## Your goal:
Write out every line below that contains "them".

Records excerpted from a collection
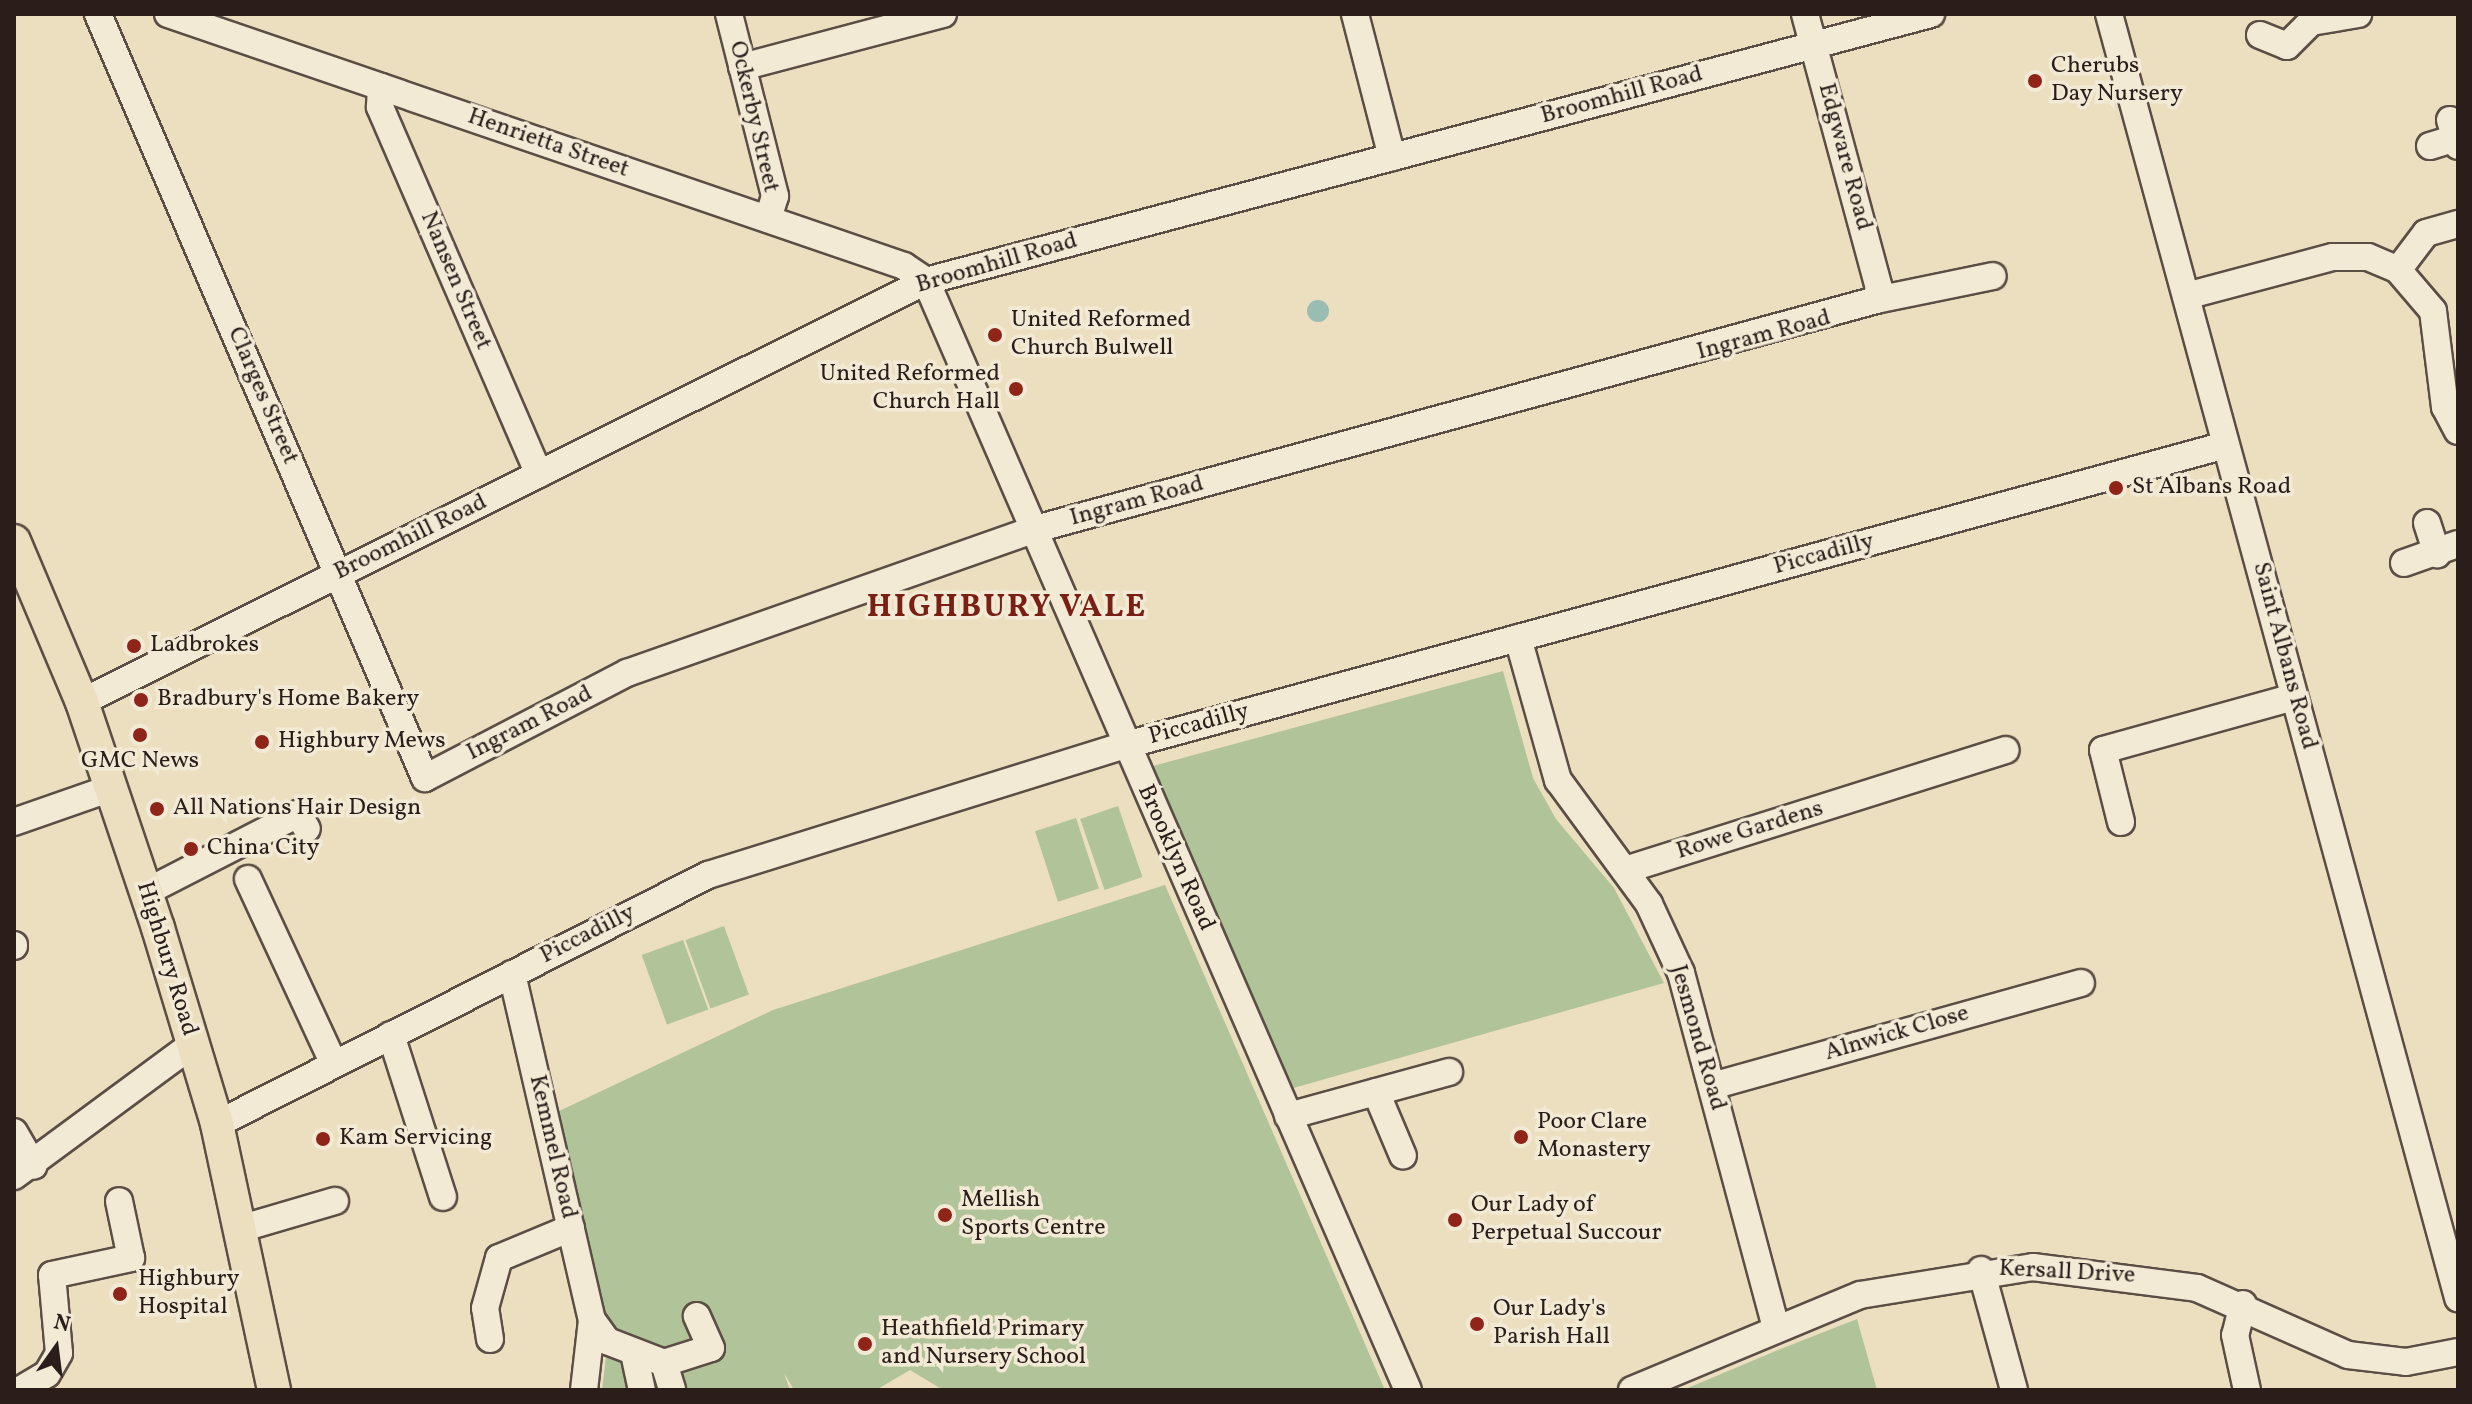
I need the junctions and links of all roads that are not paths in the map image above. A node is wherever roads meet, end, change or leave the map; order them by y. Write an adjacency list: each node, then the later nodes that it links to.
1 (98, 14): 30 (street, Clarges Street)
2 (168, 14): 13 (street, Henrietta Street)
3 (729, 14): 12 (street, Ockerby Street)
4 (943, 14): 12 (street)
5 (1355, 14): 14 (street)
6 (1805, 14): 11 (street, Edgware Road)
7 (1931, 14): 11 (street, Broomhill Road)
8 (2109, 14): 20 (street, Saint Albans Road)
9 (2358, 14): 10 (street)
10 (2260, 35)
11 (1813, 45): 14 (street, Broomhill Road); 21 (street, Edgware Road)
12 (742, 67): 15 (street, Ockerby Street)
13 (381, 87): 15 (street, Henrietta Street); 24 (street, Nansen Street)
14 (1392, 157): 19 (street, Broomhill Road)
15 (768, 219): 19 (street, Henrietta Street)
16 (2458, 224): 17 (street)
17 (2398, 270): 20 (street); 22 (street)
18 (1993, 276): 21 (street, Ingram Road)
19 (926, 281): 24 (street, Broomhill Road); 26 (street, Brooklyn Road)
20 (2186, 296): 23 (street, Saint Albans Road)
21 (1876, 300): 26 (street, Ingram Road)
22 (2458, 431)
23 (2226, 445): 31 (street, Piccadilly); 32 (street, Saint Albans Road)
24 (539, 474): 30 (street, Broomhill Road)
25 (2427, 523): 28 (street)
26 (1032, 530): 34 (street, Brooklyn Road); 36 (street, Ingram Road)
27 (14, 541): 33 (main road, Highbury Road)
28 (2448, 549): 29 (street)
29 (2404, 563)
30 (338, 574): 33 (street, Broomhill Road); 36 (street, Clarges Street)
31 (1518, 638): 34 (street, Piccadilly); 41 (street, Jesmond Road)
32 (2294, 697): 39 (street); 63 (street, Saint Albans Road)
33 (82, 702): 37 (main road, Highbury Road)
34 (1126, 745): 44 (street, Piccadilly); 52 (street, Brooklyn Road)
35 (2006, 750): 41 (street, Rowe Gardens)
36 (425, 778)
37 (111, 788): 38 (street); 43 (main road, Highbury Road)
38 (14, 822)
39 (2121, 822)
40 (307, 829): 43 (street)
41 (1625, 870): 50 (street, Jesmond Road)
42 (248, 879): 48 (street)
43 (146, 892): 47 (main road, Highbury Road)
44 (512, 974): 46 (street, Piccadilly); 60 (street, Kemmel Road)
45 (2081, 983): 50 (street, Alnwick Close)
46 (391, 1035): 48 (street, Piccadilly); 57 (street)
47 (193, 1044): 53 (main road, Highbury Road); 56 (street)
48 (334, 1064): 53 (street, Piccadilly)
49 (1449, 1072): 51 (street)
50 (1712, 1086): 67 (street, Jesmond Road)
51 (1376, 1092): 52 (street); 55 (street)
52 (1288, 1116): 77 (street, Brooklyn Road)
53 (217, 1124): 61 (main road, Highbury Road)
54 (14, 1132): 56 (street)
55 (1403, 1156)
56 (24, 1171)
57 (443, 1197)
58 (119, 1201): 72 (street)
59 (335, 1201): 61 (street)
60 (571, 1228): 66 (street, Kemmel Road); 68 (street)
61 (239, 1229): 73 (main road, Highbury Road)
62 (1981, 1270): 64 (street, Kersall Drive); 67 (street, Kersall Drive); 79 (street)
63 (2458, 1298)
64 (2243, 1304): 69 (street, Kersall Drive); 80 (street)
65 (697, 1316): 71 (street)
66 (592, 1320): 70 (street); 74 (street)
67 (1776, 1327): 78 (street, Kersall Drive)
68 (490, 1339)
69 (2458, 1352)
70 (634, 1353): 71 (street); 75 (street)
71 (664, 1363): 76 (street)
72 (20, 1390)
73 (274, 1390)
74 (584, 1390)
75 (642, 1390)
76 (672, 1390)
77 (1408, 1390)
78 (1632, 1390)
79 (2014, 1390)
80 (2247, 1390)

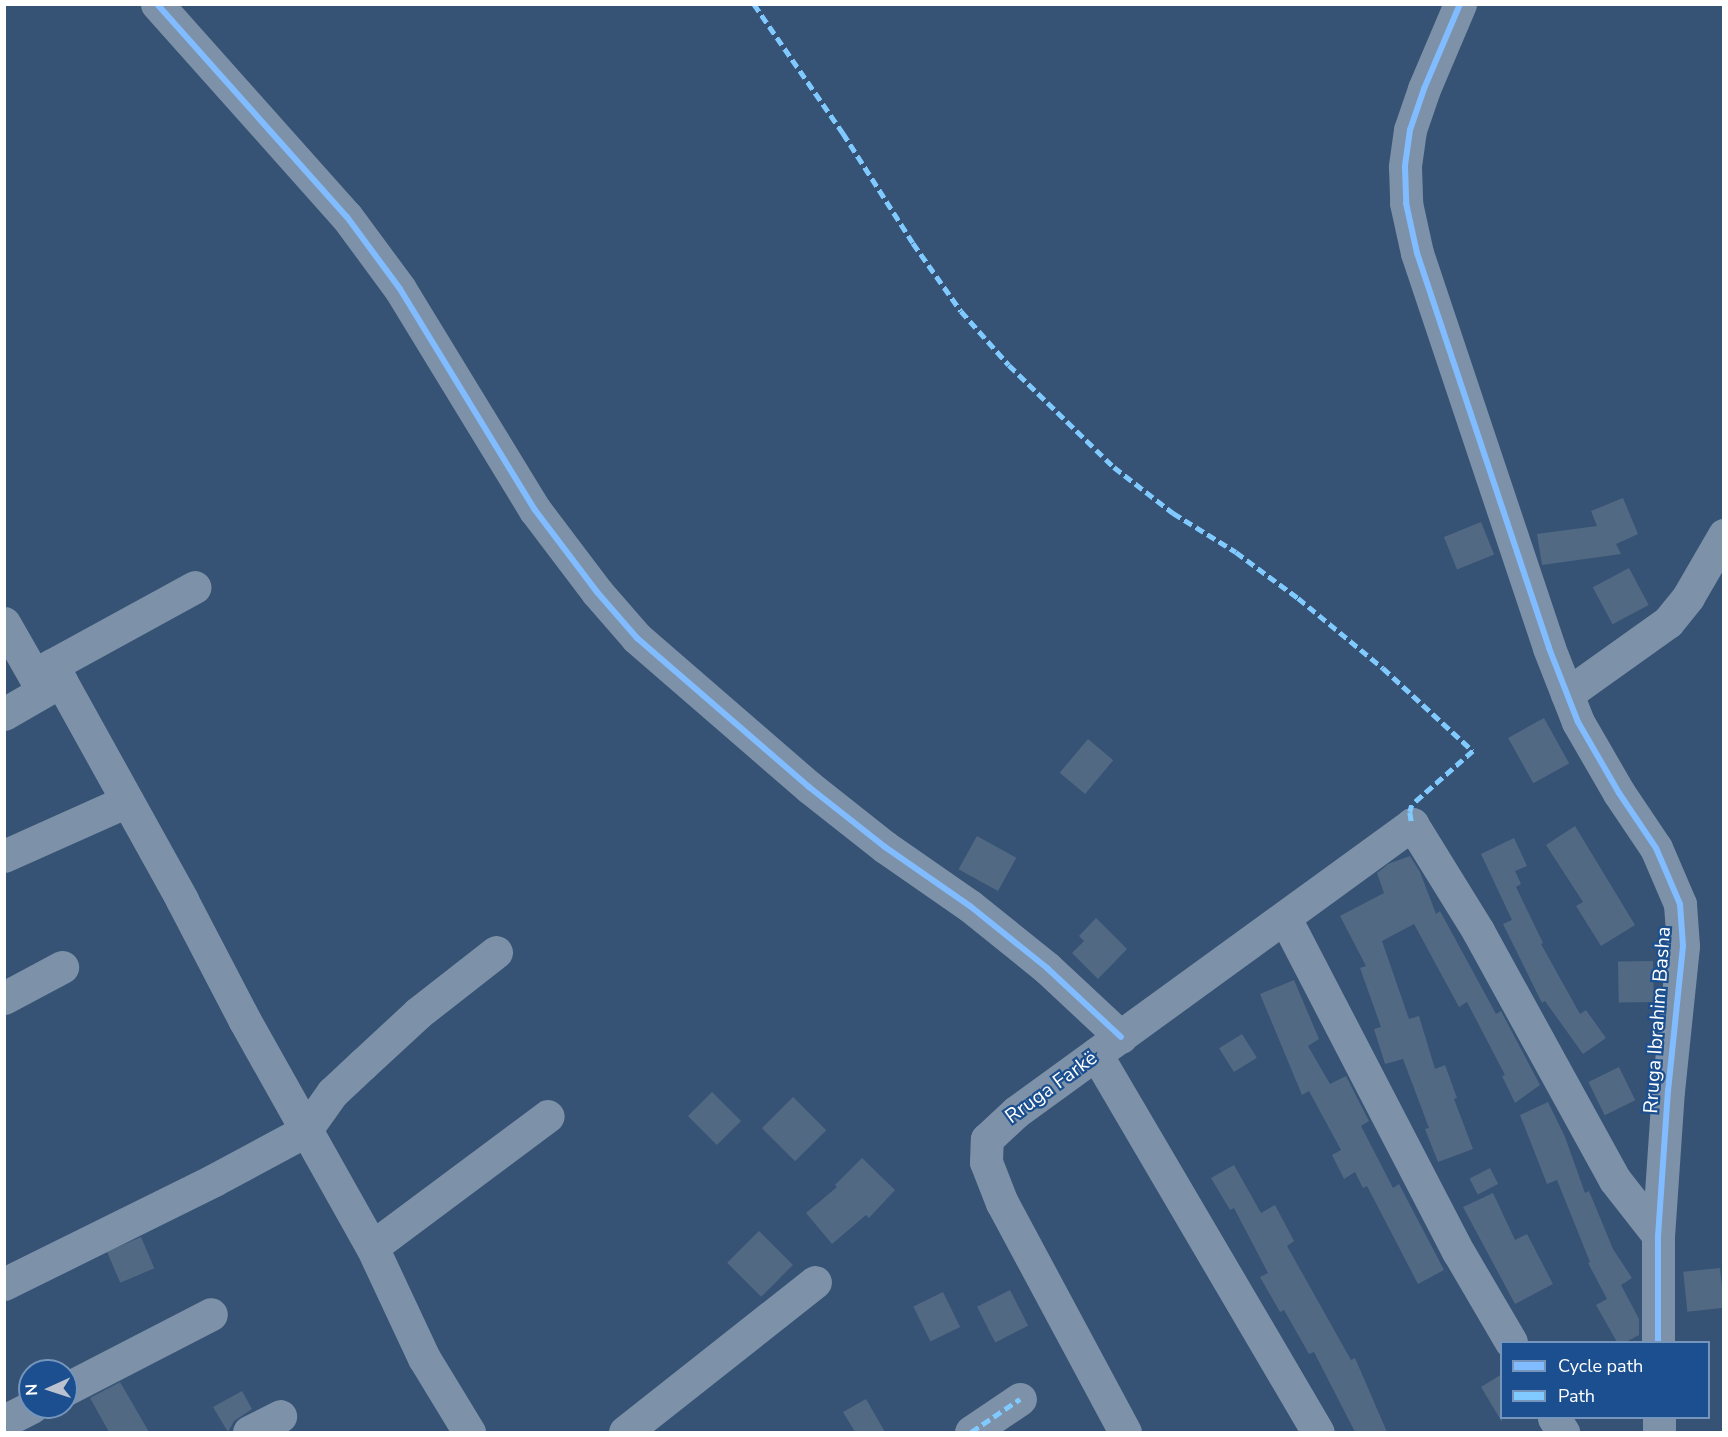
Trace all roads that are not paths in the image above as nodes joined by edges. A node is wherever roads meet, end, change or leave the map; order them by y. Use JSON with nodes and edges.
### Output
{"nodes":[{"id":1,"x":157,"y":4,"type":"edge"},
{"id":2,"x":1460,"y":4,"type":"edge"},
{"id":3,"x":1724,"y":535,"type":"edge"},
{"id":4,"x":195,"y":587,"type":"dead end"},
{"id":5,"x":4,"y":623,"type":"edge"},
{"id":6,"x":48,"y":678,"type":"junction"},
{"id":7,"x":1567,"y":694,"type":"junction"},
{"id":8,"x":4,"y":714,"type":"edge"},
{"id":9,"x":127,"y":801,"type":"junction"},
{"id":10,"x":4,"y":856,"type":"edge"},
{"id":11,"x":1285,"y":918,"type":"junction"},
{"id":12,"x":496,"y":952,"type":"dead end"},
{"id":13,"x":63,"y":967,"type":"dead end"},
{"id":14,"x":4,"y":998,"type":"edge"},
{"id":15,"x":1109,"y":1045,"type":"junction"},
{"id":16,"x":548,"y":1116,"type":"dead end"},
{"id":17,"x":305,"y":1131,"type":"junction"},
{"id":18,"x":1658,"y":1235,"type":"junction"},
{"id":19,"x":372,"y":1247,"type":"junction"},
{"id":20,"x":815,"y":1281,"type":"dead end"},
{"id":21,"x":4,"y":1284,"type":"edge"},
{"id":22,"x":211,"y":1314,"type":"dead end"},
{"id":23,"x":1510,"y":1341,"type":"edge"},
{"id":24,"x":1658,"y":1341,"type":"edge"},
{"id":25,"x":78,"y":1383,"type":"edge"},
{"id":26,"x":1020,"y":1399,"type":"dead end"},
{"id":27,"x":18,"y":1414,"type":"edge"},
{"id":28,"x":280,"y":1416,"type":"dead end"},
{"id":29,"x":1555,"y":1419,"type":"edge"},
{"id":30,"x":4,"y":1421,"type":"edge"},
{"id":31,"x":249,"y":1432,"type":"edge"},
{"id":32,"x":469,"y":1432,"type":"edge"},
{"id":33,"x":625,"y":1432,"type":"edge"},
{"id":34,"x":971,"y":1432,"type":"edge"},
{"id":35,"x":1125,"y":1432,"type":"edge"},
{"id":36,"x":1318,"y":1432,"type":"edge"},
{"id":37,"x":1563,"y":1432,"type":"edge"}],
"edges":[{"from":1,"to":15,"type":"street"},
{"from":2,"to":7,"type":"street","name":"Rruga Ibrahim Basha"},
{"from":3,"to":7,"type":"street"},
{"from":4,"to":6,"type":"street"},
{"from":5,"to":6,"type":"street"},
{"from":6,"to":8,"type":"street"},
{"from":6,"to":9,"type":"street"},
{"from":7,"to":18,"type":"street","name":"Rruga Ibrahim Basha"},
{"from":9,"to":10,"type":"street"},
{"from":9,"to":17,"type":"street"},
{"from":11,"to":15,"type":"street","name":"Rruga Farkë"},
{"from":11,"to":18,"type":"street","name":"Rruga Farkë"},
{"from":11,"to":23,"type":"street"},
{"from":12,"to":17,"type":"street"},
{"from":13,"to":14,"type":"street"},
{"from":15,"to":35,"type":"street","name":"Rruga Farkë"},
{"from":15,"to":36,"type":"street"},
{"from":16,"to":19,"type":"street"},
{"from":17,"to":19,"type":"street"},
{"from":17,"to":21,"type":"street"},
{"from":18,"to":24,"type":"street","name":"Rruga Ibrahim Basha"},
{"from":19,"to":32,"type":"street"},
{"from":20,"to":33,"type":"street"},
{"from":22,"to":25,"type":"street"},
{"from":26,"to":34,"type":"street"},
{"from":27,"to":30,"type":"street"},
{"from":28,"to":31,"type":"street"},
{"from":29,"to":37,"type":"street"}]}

## Response to this task:
I need the junctions and links of all roads that are not paths in the map image above. A node is wherever roads meet, end, change or leave the map; order them by y. Write an adjacency list: each node, then the later nodes that it links to.
Trace all roads that are not paths in the image above as nodes joined by edges. A node is wherever roads meet, end, change or leave the map; order them by y. Use JSON with nodes and edges.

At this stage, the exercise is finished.